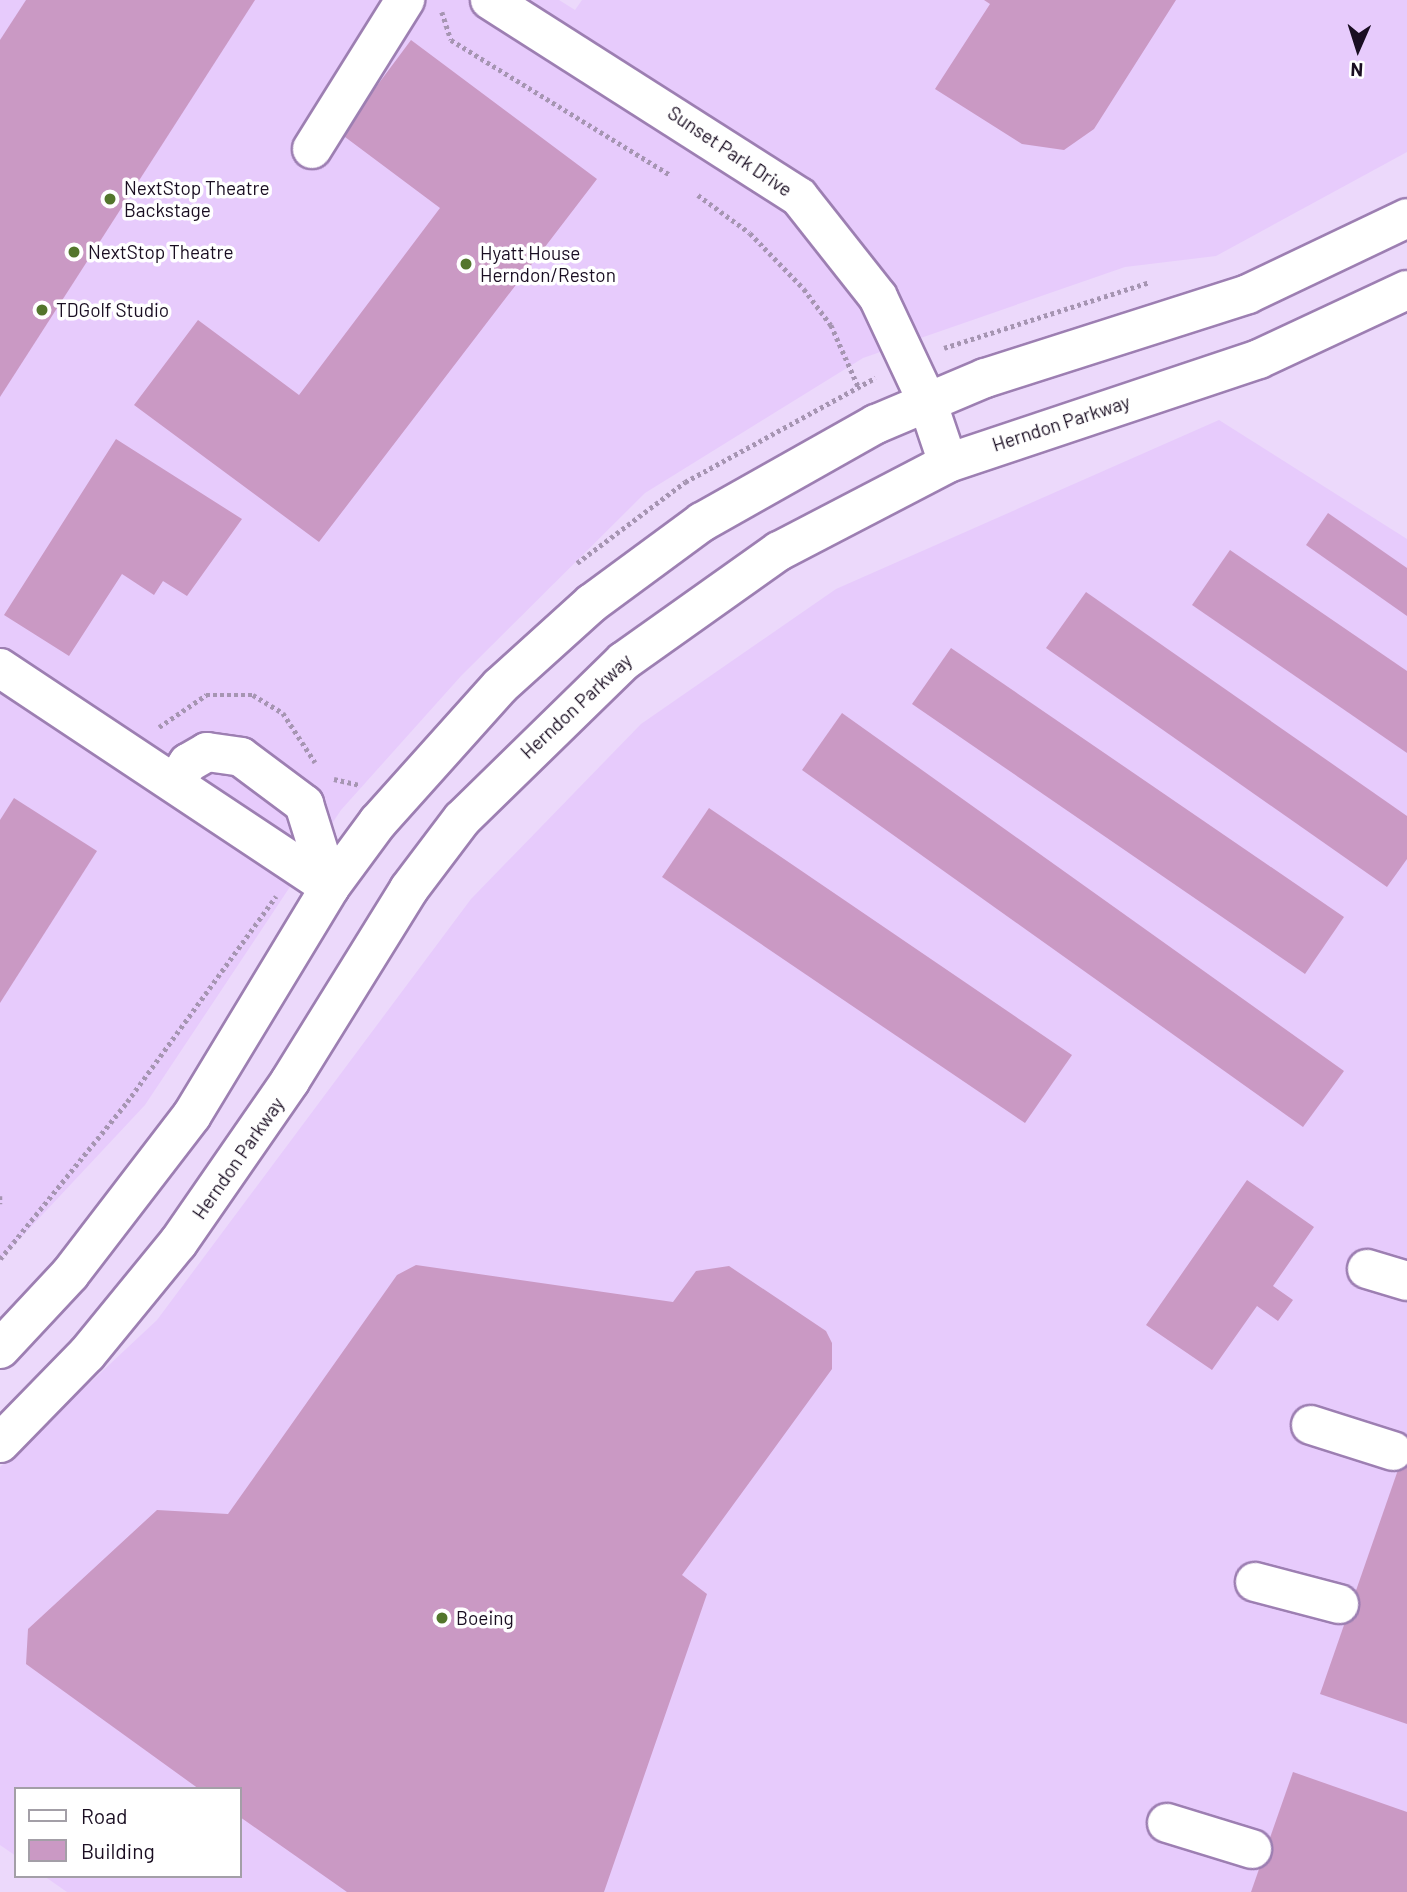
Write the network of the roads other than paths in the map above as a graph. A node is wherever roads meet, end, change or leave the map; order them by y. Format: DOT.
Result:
graph roads {
  1 [pos="490,0"];
  2 [pos="423,2"];
  3 [pos="312,149"];
  4 [pos="1407,219"];
  5 [pos="1407,290"];
  6 [pos="928,401"];
  7 [pos="948,463"];
  8 [pos="0,668"];
  9 [pos="190,794"];
  10 [pos="330,887"];
  11 [pos="1367,1269"];
  12 [pos="1407,1281"];
  13 [pos="0,1349"];
  14 [pos="1311,1425"];
  15 [pos="0,1443"];
  16 [pos="1393,1451"];
  17 [pos="1255,1581"];
  18 [pos="1339,1604"];
  19 [pos="1167,1823"];
  20 [pos="1252,1849"];
  1 -- 6 [label="main road, Sunset Park Drive"];
  2 -- 3 [label="main road"];
  4 -- 6 [label="main road"];
  5 -- 7 [label="main road, Herndon Parkway"];
  6 -- 7 [label="main road, Sunset Park Drive"];
  6 -- 10 [label="main road"];
  7 -- 15 [label="main road, Herndon Parkway"];
  8 -- 9 [label="main road"];
  9 -- 10 [label="main road"];
  9 -- 10 [label="main road"];
  10 -- 13 [label="main road"];
  11 -- 12 [label="main road"];
  14 -- 16 [label="main road"];
  17 -- 18 [label="main road"];
  19 -- 20 [label="main road"];
}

▸ What is expected:
Go through the data above and return each line containing the string "Parkway".

▸ Exercise response:
  5 -- 7 [label="main road, Herndon Parkway"];
  7 -- 15 [label="main road, Herndon Parkway"];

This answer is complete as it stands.